The case centers around businessmen Ruben Weigand and Hamid Akhavan, who are accused of conspiracy to commit bank fraud in a “transaction laundering scheme,” Law360 reports, citing court records. The men argued the case against them is invalid because officials have not alleged an intent to harm or steal from banks, and because the money involved was only transferred through banks, not actually acquired from the banks. But in August, U.S. District Judge Jed Rakoff said that argument “borders on the frivolous.”
Their trial is currently set for March 1 in the U.S District Court of the Southern District of New York in what would be the district’s first white-collar criminal trial of the year, according to the report.
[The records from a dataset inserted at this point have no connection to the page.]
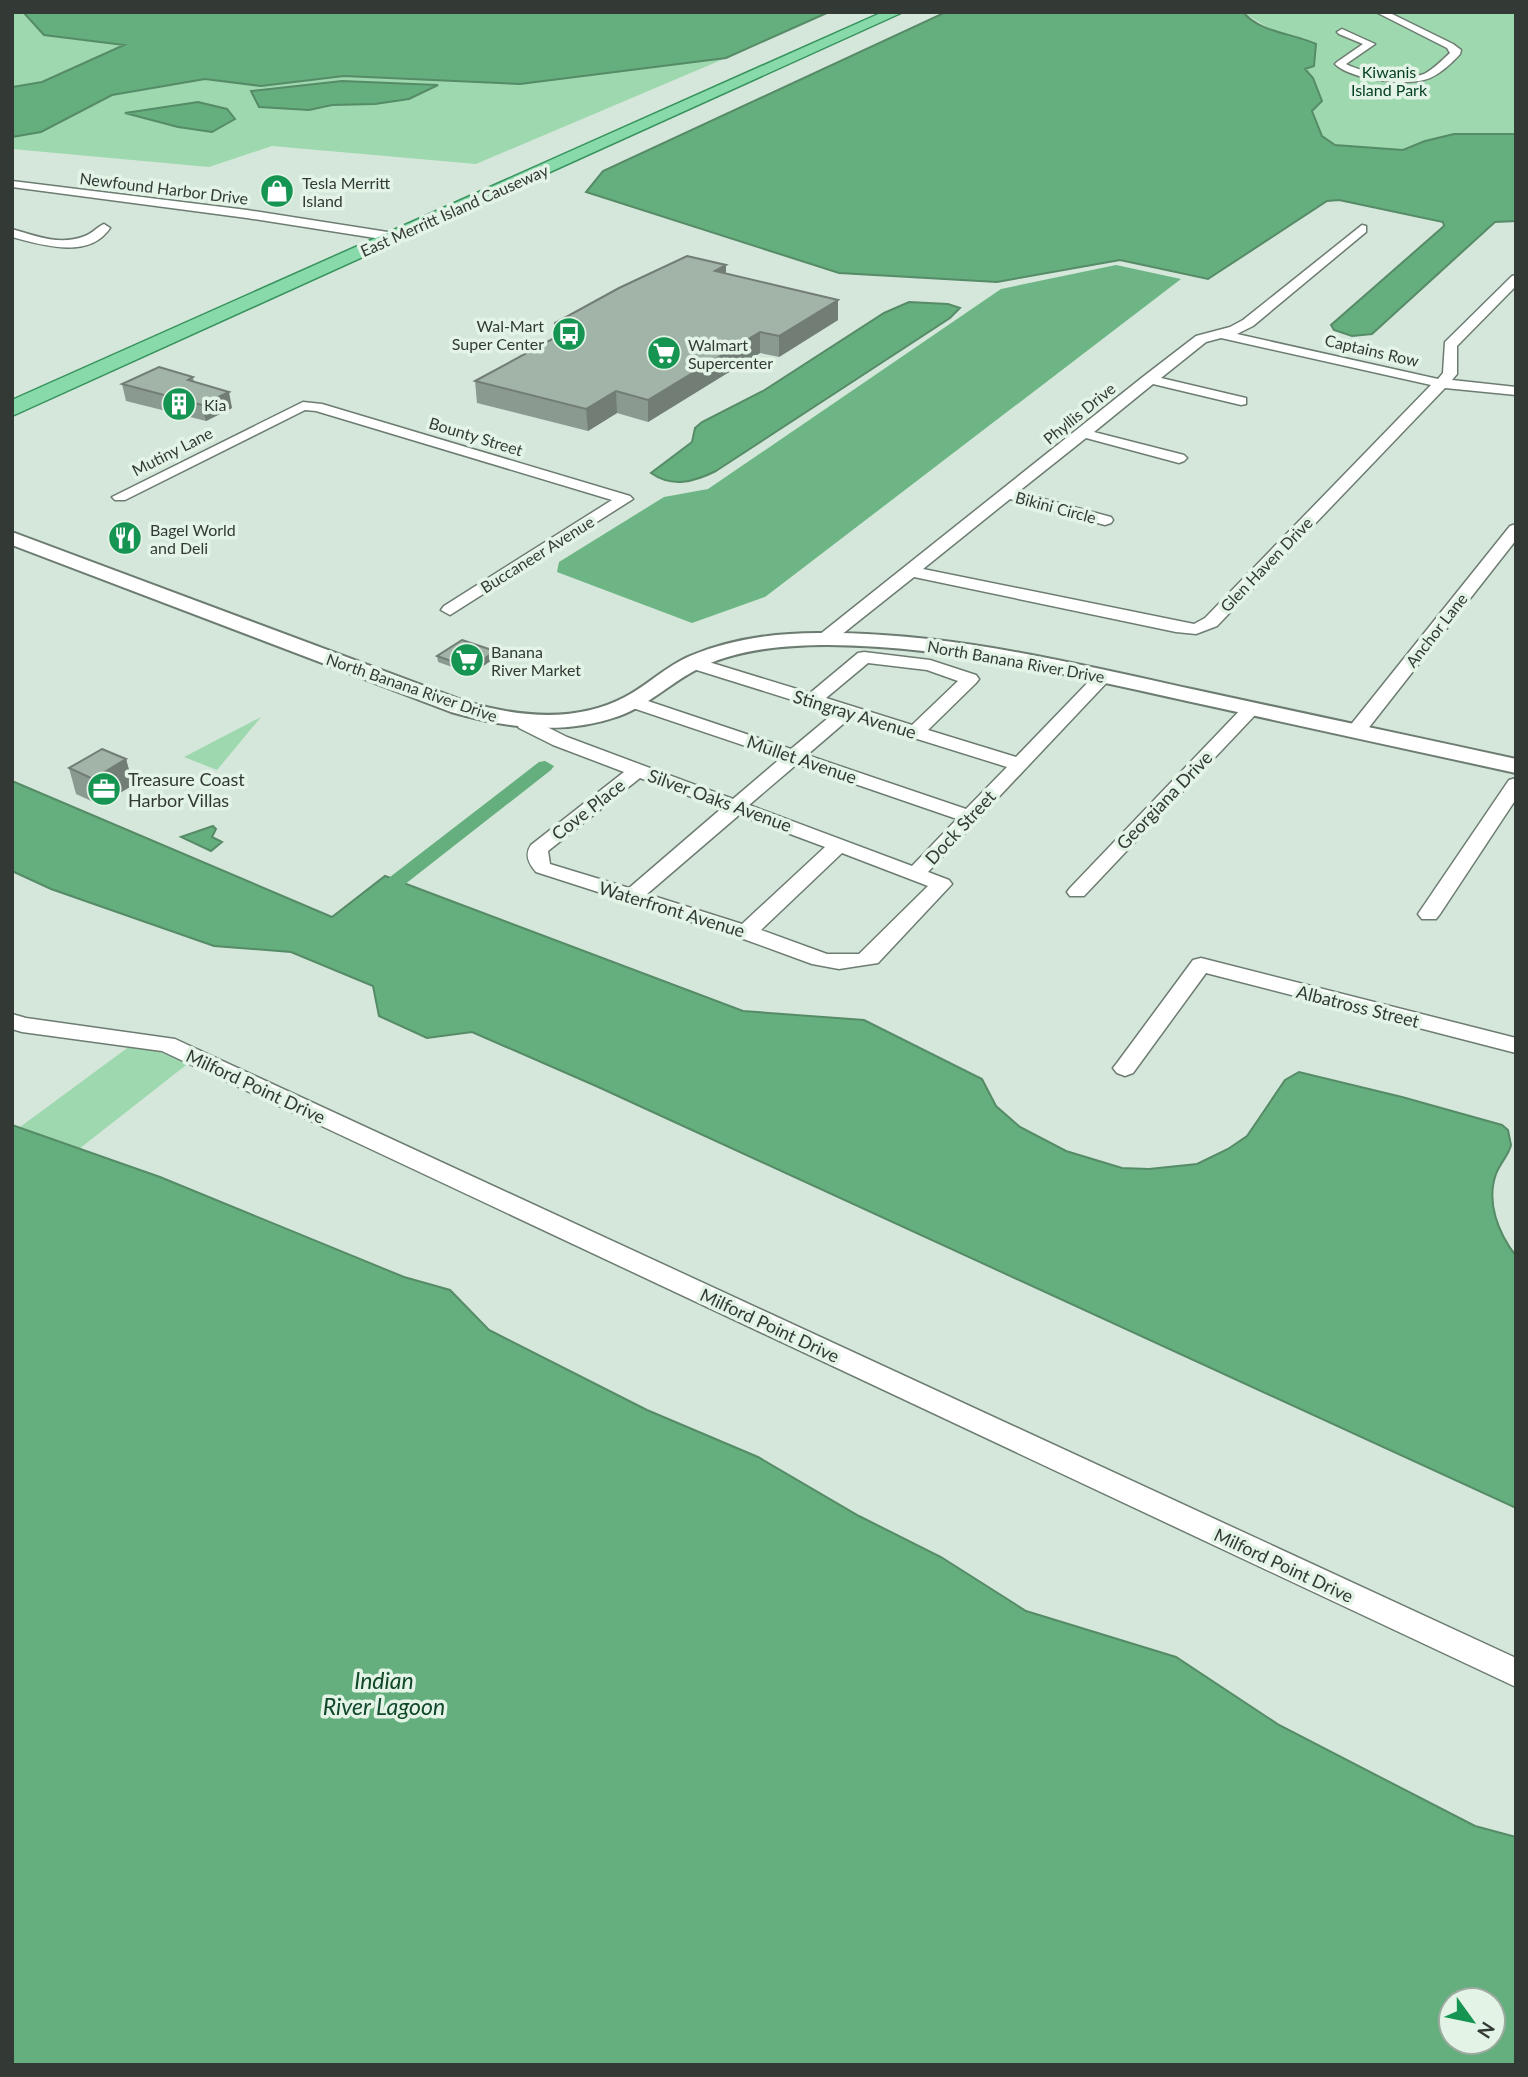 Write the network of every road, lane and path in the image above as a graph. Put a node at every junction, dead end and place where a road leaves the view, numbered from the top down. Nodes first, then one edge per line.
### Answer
1 (871, 12) edge
2 (896, 12) edge
3 (1378, 12) edge
4 (1364, 19) dead end
5 (1353, 25) dead end
6 (12, 184) edge
7 (37, 187) junction
8 (12, 199) edge
9 (104, 228) dead end
10 (1362, 229) dead end
11 (371, 232) junction
12 (12, 233) edge
13 (394, 237) junction
14 (1516, 279) edge
15 (1221, 334) junction
16 (1149, 379) junction
17 (1439, 383) junction
18 (12, 391) edge
19 (1516, 391) edge
20 (1241, 401) dead end
21 (317, 407) joint
22 (12, 409) edge
23 (1082, 433) junction
24 (1179, 458) dead end
25 (1007, 494) junction
26 (120, 497) dead end
27 (625, 499) joint
28 (1105, 520) dead end
29 (1516, 529) edge
30 (12, 538) edge
31 (911, 571) junction
32 (450, 610) dead end
33 (825, 639) junction
34 (693, 663) junction
35 (1103, 677) junction
36 (812, 701) junction
37 (632, 702) junction
38 (1251, 709) junction
39 (846, 712) junction
40 (526, 723) junction
41 (1356, 731) junction
42 (916, 732) junction
43 (794, 757) junction
44 (1018, 764) junction
45 (1516, 766) edge
46 (638, 770) junction
47 (1516, 784) edge
48 (736, 806) junction
49 (971, 817) junction
50 (839, 845) junction
51 (537, 849) joint
52 (915, 874) junction
53 (1077, 892) dead end
54 (631, 897) junction
55 (1429, 914) dead end
56 (746, 932) junction
57 (820, 959) joint
58 (12, 1021) edge
59 (1516, 1046) edge
60 (1125, 1068) dead end
61 (1516, 1673) edge

1 - 11 main road, East Merritt Island Causeway
2 - 13 main road, East Merritt Island Causeway
3 - 4 street
3 - 5 street
6 - 7 street, Newfound Harbor Drive
7 - 8 street
7 - 11 street, Newfound Harbor Drive
9 - 12 street
10 - 15 street, Phyllis Drive
11 - 13 street, Newfound Harbor Drive
11 - 18 main road, East Merritt Island Causeway
13 - 22 main road, East Merritt Island Causeway
14 - 17 street, Glen Haven Drive
15 - 16 street, Phyllis Drive
15 - 17 street, Captains Row
16 - 20 street
16 - 23 street, Phyllis Drive
17 - 19 street, Captains Row
17 - 31 street, Glen Haven Drive
21 - 26 street, Mutiny Lane
21 - 27 street, Bounty Street
23 - 24 street
23 - 25 street, Phyllis Drive
25 - 28 street, Bikini Circle
25 - 31 street, Phyllis Drive
27 - 32 street, Buccaneer Avenue
29 - 41 street, Anchor Lane
30 - 40 street, North Banana River Drive
31 - 33 street, Phyllis Drive
33 - 34 street, North Banana River Drive
33 - 35 street, North Banana River Drive
34 - 36 street, Stingray Avenue
34 - 37 street, North Banana River Drive
35 - 38 street, North Banana River Drive
35 - 44 street, Dock Street
36 - 39 street, Stingray Avenue
36 - 42 street
37 - 40 street, North Banana River Drive
37 - 43 street, Mullet Avenue
38 - 41 street, North Banana River Drive
38 - 53 street, Georgiana Drive
39 - 42 street, Stingray Avenue
39 - 43 street
40 - 46 street, Silver Oaks Avenue
41 - 45 street, North Banana River Drive
42 - 44 street, Stingray Avenue
43 - 48 street
43 - 49 street, Mullet Avenue
44 - 49 street, Dock Street
46 - 48 street, Silver Oaks Avenue
46 - 51 street, Cove Place
47 - 55 street
48 - 50 street, Silver Oaks Avenue
48 - 54 street
49 - 52 street, Dock Street
50 - 52 street, Silver Oaks Avenue
50 - 56 street
51 - 54 street, Waterfront Avenue
52 - 57 street, Dock Street
54 - 56 street, Waterfront Avenue
56 - 57 street, Waterfront Avenue
58 - 61 street, Milford Point Drive
59 - 60 street, Albatross Street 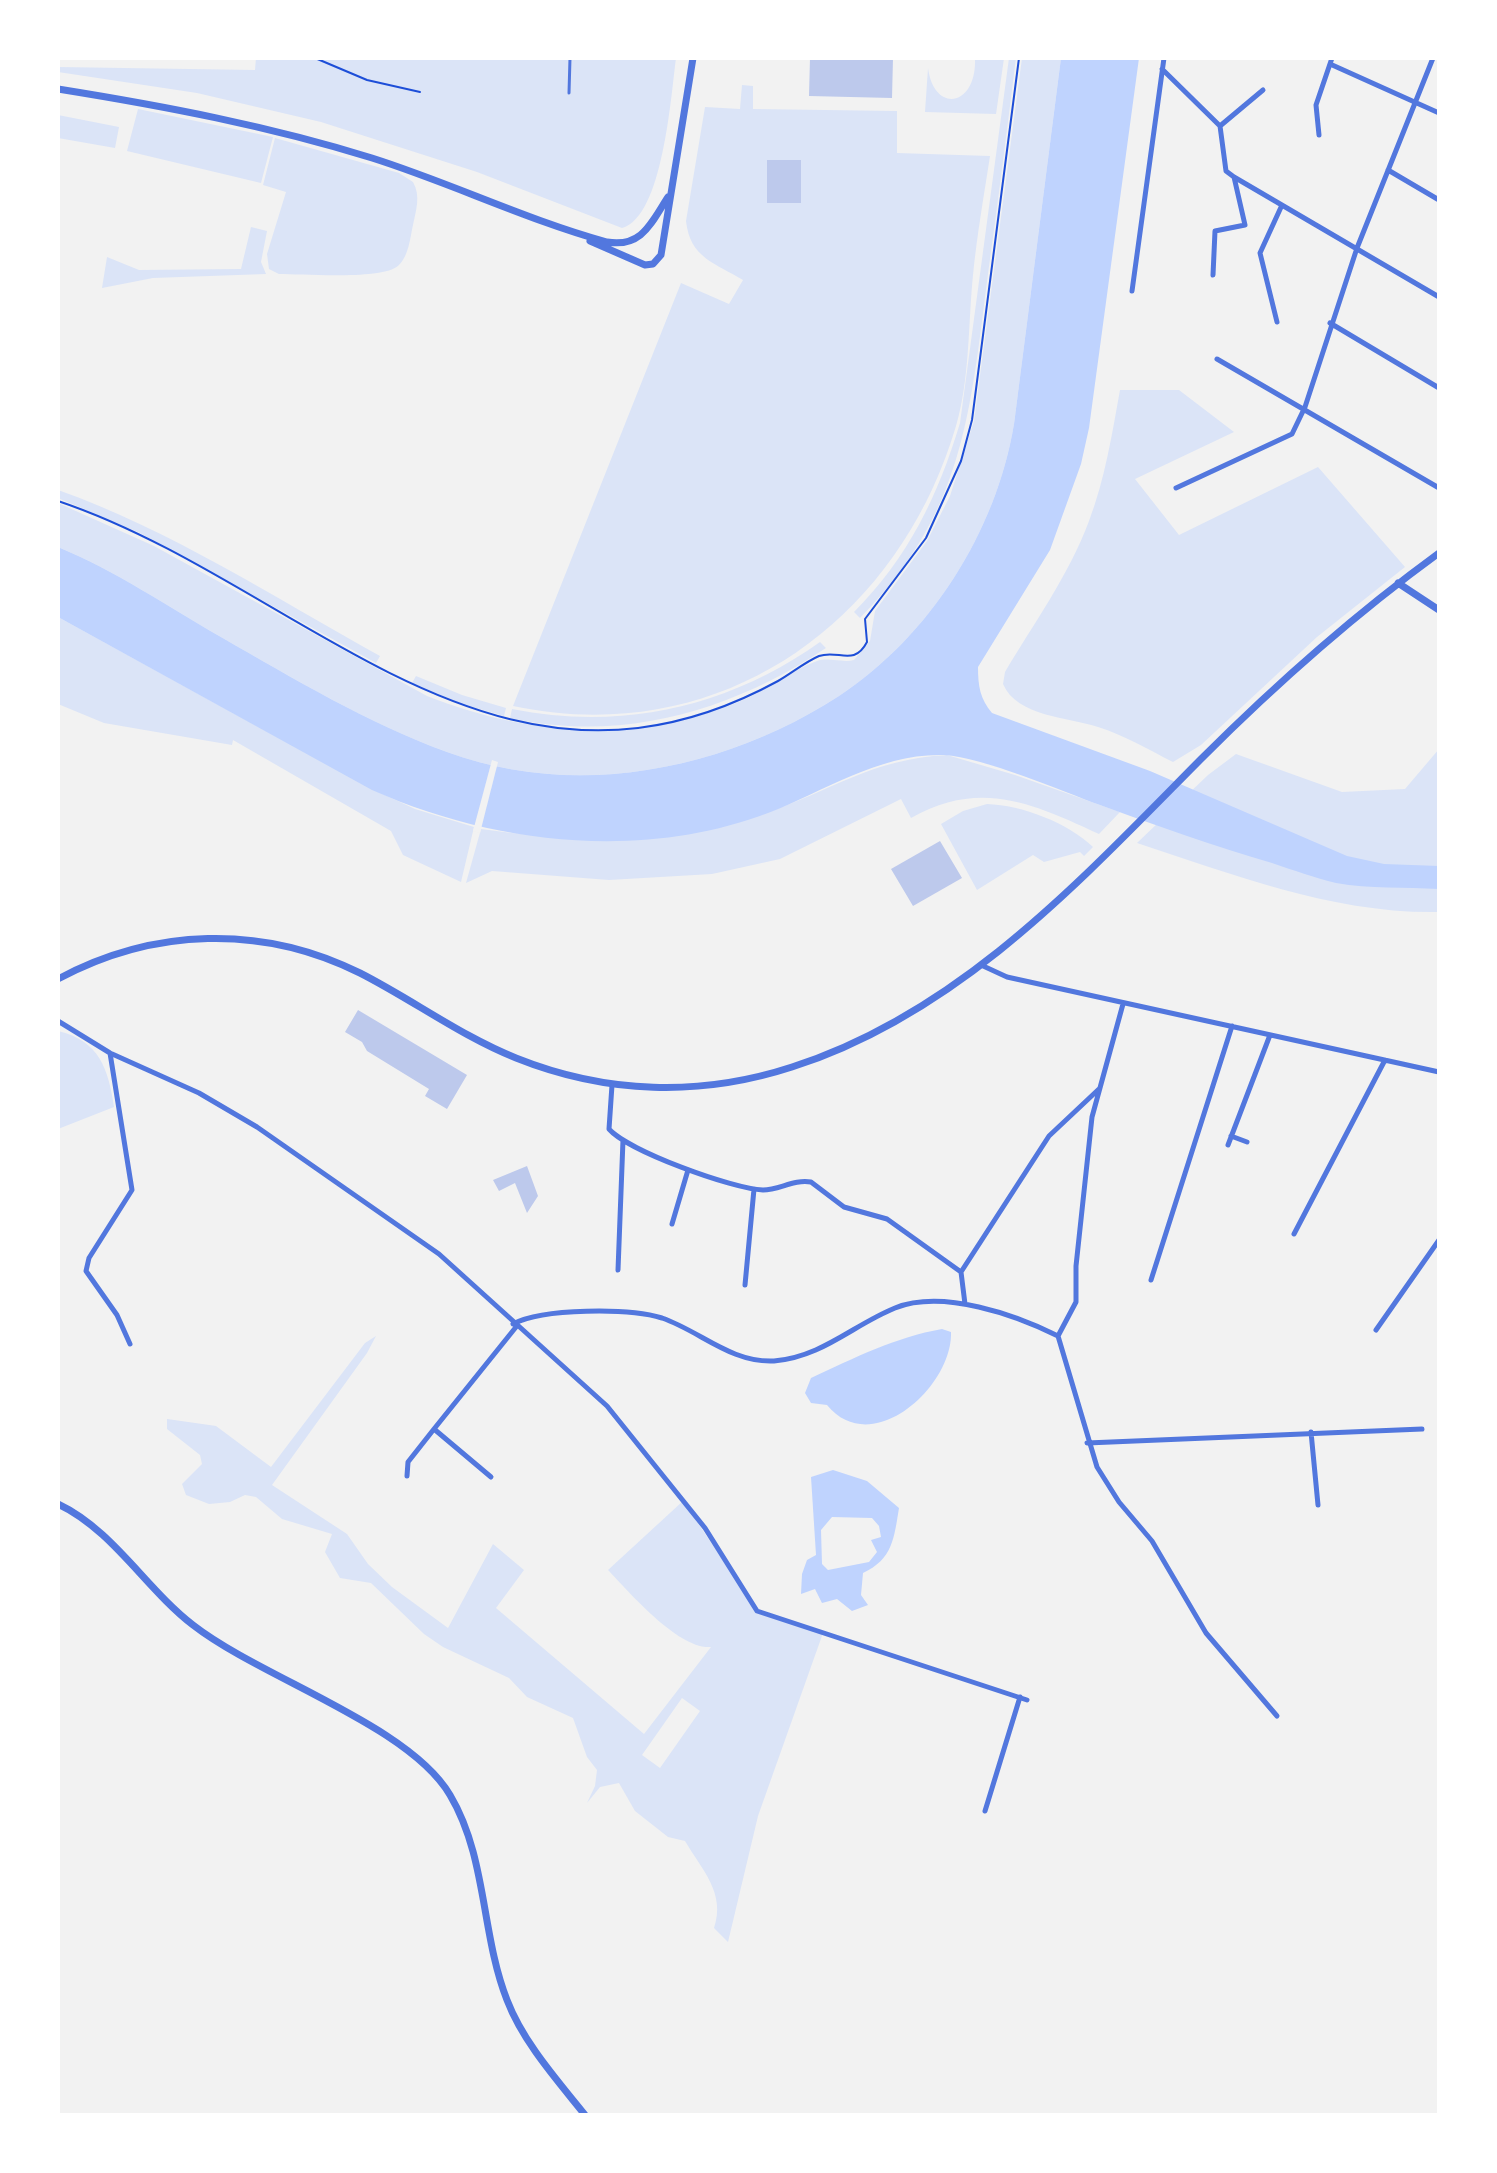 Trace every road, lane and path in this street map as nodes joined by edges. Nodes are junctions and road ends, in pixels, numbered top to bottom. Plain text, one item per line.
1 (315, 58) edge
2 (570, 58) edge
3 (693, 58) edge
4 (1019, 58) edge
5 (1164, 58) edge
6 (1433, 58) edge
7 (1331, 61) edge
8 (1162, 69) junction
9 (58, 89) edge
10 (1263, 90) dead end
11 (420, 92) dead end
12 (569, 93) dead end
13 (1414, 99) junction
14 (1439, 113) edge
15 (1220, 126) junction
16 (1319, 135) dead end
17 (1388, 170) junction
18 (1234, 177) junction
19 (668, 197) junction
20 (1439, 200) edge
21 (1282, 205) junction
22 (582, 235) junction
23 (1357, 248) junction
24 (1213, 275) dead end
25 (1132, 291) dead end
26 (1439, 297) edge
27 (1277, 322) dead end
28 (1330, 323) junction
29 (1217, 359) dead end
30 (1439, 388) edge
31 (1305, 407) junction
32 (1176, 488) dead end
33 (1439, 488) edge
34 (58, 501) edge
35 (1439, 553) edge
36 (1398, 583) junction
37 (1439, 610) edge
38 (981, 965) junction
39 (58, 979) edge
40 (1123, 1004) junction
41 (58, 1021) edge
42 (1232, 1026) junction
43 (1270, 1035) junction
44 (110, 1053) junction
45 (1385, 1060) junction
46 (1439, 1072) edge
47 (612, 1085) junction
48 (1100, 1089) junction
49 (1231, 1136) junction
50 (623, 1140) junction
51 (1247, 1142) dead end
52 (1228, 1145) dead end
53 (688, 1170) junction
54 (754, 1189) junction
55 (672, 1224) dead end
56 (1294, 1234) dead end
57 (1439, 1240) edge
58 (618, 1270) dead end
59 (961, 1272) junction
60 (1151, 1280) dead end
61 (745, 1285) dead end
62 (965, 1304) junction
63 (515, 1325) junction
64 (1376, 1330) dead end
65 (1058, 1336) junction
66 (130, 1344) dead end
67 (434, 1429) junction
68 (1422, 1429) dead end
69 (1311, 1432) junction
70 (1087, 1443) junction
71 (407, 1476) dead end
72 (491, 1477) dead end
73 (58, 1504) edge
74 (1318, 1505) dead end
75 (1277, 1716) dead end
76 (985, 1811) dead end
77 (585, 2115) edge

1 - 11 path
2 - 12 lane
3 - 19 street
4 - 34 path
5 - 8 street
6 - 13 street
7 - 13 street
7 - 16 street
8 - 15 street
8 - 25 street
9 - 22 street
10 - 15 street
13 - 14 street
13 - 17 street
15 - 18 street
17 - 20 street
17 - 23 street
18 - 21 street
18 - 24 street
19 - 22 street
19 - 22 street
21 - 23 street
21 - 27 street
23 - 26 street
23 - 28 street
28 - 30 street
28 - 31 street
29 - 31 street
31 - 32 street
31 - 33 street
35 - 36 street
36 - 37 street
36 - 38 street
38 - 40 street
38 - 47 street
39 - 47 street
40 - 42 street
40 - 48 street
41 - 44 street
42 - 43 street
42 - 60 street
43 - 45 street
43 - 49 street
44 - 63 street
44 - 66 street
45 - 46 street
45 - 56 street
47 - 50 street
48 - 59 street
48 - 65 street
49 - 51 street
49 - 52 street
50 - 53 street
50 - 58 street
53 - 54 street
53 - 55 street
54 - 59 street
54 - 61 street
57 - 64 street
59 - 62 street
62 - 63 street
62 - 65 street
63 - 67 street
63 - 76 street
65 - 70 street
67 - 71 street
67 - 72 street
68 - 69 street
69 - 70 street
69 - 74 street
70 - 75 street
73 - 77 street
Patterson’s charges call to mind a California lawsuit filed in 2019 by Eaze competitor DionyMed, who accused the company of committing bank fraud in order to process customers’ credit and debit card payments. Eaze decried the case — which was later dismissed — and called it an attempt by DionyMed to publicize its subsidiary cannabis delivery platform Chill.
Originally founded as a cannabis delivery app, Eaze announced last year that it would pivot from just a technology platform to a touch-the-plant, retail business model.